Other members of the council have asked for alternatives, prompting the city to issue a formal “request for information” to see whether anyone has a better idea. The city got two responses, and staff rejected them both on technical grounds. One was late and the other didn’t meet the city’s criteria.
Until recently, Galambos’ plan had the backing of a coalition of city property owners, the Main Street Alliance. Its membership is made up of the owners of more than 50 parcels of commercial property in the downtown area, totaling 1.5 million square feet on 125 acres.
But a representative of that group, Jan Saperstein, told the Sandy Springs Council of Neighborhoods on March 22 that the property owners now think the Target property should be a park. The property owners say a park will raise property values.
“Parks lift everybody’s boat higher,” Saperstein told the audience. “We’re all partners. When your values go up on your home, our values go up.”
The Main Street Alliance sent a letter to Galambos and the City Council on March 5, explaining why they are pulling their support for building a City Hall on the property. “The era of a massive City Hall surrounded by a sea of parking, with no evening or weekend business, is a concept whose time has long past,” the letter says.
There’s also another reason the property owners don’t support the Target site. In order to build the city’s center there, it could require the use of eminent domain to buy up existing properties around the Target site. If the city does this it would mean the properties will be available only for public use for 20 years under Georgia law. The site could not be mixed-used development that would involve private investors, something the Main Street Alliance does not support.
Galambos dismissed the idea that parks would be a better catalyst to redevelopment. She said there are a number of cities where a new meeting space has sparked a redevelopment, including Duluth, Smyrna, Snellville and Riverdale.

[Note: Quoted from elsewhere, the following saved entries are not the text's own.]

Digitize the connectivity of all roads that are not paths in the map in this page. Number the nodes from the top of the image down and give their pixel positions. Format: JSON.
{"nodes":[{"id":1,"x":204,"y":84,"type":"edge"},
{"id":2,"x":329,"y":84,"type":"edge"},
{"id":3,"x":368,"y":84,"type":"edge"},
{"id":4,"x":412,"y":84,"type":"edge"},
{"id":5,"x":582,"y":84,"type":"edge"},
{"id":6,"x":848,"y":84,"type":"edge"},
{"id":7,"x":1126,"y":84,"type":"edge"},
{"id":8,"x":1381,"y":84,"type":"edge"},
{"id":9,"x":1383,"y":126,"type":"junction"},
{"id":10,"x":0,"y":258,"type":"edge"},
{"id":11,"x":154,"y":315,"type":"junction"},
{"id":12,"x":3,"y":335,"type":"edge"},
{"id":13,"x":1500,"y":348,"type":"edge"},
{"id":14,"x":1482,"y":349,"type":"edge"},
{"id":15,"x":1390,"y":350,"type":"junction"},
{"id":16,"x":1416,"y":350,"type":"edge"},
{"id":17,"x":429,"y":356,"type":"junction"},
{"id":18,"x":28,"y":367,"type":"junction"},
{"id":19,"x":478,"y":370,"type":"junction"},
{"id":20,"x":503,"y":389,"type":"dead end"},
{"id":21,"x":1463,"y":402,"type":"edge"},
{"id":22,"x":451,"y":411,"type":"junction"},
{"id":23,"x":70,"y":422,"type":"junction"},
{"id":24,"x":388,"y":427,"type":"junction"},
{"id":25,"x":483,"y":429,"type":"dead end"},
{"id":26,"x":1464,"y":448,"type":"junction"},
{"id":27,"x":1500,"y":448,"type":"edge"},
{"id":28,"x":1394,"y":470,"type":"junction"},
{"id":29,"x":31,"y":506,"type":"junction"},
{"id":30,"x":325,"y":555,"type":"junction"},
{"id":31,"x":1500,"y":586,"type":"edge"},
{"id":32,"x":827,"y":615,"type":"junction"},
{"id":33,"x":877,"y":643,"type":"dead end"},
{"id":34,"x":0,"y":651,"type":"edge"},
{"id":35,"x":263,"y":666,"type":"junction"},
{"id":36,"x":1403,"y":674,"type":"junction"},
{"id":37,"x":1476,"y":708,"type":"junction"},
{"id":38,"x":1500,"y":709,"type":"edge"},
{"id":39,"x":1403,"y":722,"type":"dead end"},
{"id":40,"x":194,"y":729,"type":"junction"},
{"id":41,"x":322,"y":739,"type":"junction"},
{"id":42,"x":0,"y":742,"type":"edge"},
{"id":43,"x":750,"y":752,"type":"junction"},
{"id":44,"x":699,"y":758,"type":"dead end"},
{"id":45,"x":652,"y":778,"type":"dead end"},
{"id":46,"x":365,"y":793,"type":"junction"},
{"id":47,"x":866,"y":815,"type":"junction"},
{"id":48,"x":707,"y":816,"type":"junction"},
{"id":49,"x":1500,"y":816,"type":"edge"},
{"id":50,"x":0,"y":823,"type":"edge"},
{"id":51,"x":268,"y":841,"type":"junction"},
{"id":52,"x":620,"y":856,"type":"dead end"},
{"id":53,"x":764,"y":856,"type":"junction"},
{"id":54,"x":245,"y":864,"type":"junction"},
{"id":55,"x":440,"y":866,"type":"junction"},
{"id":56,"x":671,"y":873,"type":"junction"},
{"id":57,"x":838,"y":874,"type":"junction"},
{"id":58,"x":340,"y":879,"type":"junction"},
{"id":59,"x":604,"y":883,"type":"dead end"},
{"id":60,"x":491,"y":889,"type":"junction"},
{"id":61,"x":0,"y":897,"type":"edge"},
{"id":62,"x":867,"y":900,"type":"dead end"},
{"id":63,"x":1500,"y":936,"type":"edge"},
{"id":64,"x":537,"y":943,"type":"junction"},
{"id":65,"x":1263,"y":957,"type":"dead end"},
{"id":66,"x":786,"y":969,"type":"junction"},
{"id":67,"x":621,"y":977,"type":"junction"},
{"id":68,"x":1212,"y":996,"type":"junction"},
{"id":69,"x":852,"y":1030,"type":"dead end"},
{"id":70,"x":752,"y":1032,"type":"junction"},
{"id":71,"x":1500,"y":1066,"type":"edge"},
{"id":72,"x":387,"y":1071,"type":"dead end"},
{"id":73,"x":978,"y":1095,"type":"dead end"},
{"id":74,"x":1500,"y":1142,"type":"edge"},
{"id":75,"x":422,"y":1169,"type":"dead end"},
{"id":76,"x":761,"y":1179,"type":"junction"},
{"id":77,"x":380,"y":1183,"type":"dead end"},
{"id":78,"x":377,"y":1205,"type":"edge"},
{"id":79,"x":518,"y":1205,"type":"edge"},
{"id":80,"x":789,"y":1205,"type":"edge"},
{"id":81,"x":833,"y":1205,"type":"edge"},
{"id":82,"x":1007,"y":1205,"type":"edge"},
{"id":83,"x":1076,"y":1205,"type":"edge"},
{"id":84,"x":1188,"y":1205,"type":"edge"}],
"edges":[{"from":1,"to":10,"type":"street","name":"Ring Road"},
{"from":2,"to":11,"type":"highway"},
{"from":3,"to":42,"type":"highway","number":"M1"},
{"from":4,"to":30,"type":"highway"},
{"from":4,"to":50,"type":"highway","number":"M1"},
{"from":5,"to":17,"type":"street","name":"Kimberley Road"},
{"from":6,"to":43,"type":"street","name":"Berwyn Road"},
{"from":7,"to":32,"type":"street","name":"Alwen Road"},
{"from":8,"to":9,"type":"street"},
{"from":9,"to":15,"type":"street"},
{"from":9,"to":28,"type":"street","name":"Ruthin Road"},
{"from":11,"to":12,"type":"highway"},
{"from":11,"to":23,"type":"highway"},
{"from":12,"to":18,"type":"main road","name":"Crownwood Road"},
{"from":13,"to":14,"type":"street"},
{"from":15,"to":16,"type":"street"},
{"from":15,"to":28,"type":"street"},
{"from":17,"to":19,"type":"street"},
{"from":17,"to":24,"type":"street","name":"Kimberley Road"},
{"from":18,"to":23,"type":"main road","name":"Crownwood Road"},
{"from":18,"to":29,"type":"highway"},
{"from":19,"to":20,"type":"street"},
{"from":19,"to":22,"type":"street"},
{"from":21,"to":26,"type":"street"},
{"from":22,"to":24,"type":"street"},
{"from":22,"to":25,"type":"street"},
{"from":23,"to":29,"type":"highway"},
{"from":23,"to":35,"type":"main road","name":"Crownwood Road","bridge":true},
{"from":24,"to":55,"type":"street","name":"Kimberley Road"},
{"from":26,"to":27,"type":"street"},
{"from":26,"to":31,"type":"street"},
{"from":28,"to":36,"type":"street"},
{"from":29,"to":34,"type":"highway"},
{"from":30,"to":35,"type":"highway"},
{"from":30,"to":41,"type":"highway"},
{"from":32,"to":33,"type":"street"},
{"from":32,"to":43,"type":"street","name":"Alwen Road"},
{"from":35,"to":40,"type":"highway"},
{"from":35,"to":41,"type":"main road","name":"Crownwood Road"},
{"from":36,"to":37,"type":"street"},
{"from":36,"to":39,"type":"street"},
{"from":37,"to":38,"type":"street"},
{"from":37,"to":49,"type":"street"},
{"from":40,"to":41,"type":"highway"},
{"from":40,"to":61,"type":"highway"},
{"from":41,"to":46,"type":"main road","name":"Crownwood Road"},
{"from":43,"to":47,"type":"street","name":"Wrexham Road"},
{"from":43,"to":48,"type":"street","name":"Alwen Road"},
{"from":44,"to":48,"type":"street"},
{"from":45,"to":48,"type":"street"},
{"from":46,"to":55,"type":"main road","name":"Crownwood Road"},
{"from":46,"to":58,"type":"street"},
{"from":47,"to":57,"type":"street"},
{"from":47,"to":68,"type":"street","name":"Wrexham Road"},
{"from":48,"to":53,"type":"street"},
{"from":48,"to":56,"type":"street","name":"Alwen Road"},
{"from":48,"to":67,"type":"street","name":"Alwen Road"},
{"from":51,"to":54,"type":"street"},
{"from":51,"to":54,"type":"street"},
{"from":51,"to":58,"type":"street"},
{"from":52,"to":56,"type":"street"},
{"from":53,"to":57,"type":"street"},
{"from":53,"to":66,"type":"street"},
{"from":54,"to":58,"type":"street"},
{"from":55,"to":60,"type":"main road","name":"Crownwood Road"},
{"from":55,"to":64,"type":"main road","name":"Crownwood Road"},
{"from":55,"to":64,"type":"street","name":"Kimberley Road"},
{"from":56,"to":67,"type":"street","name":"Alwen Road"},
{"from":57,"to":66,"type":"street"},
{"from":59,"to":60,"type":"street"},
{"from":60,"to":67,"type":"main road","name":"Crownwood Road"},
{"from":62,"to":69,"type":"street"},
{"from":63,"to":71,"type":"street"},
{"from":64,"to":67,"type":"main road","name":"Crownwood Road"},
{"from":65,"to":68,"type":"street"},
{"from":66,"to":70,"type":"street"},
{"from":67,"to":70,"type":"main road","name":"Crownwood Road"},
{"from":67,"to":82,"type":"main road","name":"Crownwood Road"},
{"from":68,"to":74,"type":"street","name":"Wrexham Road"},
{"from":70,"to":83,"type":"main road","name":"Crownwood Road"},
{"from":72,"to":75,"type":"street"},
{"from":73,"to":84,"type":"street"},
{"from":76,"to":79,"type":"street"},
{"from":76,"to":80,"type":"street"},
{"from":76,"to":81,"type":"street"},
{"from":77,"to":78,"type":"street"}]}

“All of these cities have recently had wonderful development that was a result of their new City Halls,” Galambos said. “If a park was such a wonderful stimulus to development, our 5-acre Heritage Park smack in the middle of downtown Sandy Springs should have made a huge success of CityWalk, which is in bankruptcy.”
One thing is for certain: This summer’s hot topic will be whether the council votes to support the mayor’s vision or instead travels in its own direction on downtown redevelopment.
Goody Clancy’s report will help shape the City Hall debate.
Dixon said a City Hall is a planning project in its own right, and said he’d need to know more about the council’s feelings before the firm can make a final recommendation. “We have to understand where they’re coming from,” Dixon said.